→ **Brief**
Wherever the string "Carisbrook" shows up in the records below, return that line.

*** Begin section ***

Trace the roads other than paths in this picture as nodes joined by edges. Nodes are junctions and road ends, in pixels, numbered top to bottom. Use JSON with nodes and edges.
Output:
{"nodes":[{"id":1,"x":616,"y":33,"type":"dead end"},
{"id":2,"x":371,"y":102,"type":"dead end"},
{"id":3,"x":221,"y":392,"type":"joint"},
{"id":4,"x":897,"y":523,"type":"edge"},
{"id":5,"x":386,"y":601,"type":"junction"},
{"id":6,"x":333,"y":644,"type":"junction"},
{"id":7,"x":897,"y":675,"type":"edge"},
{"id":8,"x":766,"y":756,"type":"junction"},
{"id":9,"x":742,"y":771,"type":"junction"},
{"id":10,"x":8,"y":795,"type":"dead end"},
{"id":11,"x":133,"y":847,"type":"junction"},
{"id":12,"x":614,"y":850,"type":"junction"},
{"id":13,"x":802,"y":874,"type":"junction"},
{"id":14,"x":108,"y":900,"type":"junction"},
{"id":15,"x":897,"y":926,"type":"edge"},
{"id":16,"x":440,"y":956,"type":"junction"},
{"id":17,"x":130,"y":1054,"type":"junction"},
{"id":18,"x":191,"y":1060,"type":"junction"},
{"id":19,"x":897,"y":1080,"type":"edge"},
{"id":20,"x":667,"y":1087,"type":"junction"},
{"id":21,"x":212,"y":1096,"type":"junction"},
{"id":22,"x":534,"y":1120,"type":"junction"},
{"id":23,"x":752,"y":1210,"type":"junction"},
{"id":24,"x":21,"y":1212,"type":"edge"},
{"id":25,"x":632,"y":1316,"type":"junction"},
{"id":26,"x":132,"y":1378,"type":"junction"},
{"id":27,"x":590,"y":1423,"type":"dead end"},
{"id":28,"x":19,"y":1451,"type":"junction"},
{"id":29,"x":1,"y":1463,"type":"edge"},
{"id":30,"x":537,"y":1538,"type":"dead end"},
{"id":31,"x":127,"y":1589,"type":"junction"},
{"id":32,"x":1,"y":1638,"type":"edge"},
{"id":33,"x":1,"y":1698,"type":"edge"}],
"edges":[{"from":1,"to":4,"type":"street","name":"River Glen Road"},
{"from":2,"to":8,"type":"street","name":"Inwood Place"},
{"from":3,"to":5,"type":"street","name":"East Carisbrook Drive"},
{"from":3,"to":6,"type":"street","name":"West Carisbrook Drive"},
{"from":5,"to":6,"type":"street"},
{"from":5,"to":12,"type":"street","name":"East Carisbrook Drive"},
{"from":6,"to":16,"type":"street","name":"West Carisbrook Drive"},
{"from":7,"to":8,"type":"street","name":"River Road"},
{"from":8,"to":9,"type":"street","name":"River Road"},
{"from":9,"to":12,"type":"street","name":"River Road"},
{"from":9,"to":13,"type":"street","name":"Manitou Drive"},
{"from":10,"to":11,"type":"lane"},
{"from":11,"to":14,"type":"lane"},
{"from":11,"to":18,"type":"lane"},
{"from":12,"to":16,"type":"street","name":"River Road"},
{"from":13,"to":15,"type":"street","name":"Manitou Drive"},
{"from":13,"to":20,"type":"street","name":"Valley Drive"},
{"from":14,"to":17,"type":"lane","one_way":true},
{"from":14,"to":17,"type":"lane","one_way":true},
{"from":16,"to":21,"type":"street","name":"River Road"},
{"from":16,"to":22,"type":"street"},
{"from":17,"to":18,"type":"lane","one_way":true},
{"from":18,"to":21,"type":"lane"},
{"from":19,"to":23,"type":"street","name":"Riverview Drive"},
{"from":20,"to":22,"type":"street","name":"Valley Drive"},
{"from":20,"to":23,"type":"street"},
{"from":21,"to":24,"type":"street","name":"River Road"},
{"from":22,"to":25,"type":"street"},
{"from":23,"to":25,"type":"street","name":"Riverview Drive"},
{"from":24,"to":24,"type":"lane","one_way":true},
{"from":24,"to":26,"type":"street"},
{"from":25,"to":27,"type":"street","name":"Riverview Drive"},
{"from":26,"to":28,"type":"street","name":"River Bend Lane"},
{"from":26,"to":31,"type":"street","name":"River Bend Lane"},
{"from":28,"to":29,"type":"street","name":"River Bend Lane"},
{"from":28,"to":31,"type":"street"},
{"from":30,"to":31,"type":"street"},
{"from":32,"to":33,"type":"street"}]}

*** End section ***

→ **Response for this exercise**
{"from":3,"to":5,"type":"street","name":"East Carisbrook Drive"},
{"from":3,"to":6,"type":"street","name":"West Carisbrook Drive"},
{"from":5,"to":12,"type":"street","name":"East Carisbrook Drive"},
{"from":6,"to":16,"type":"street","name":"West Carisbrook Drive"},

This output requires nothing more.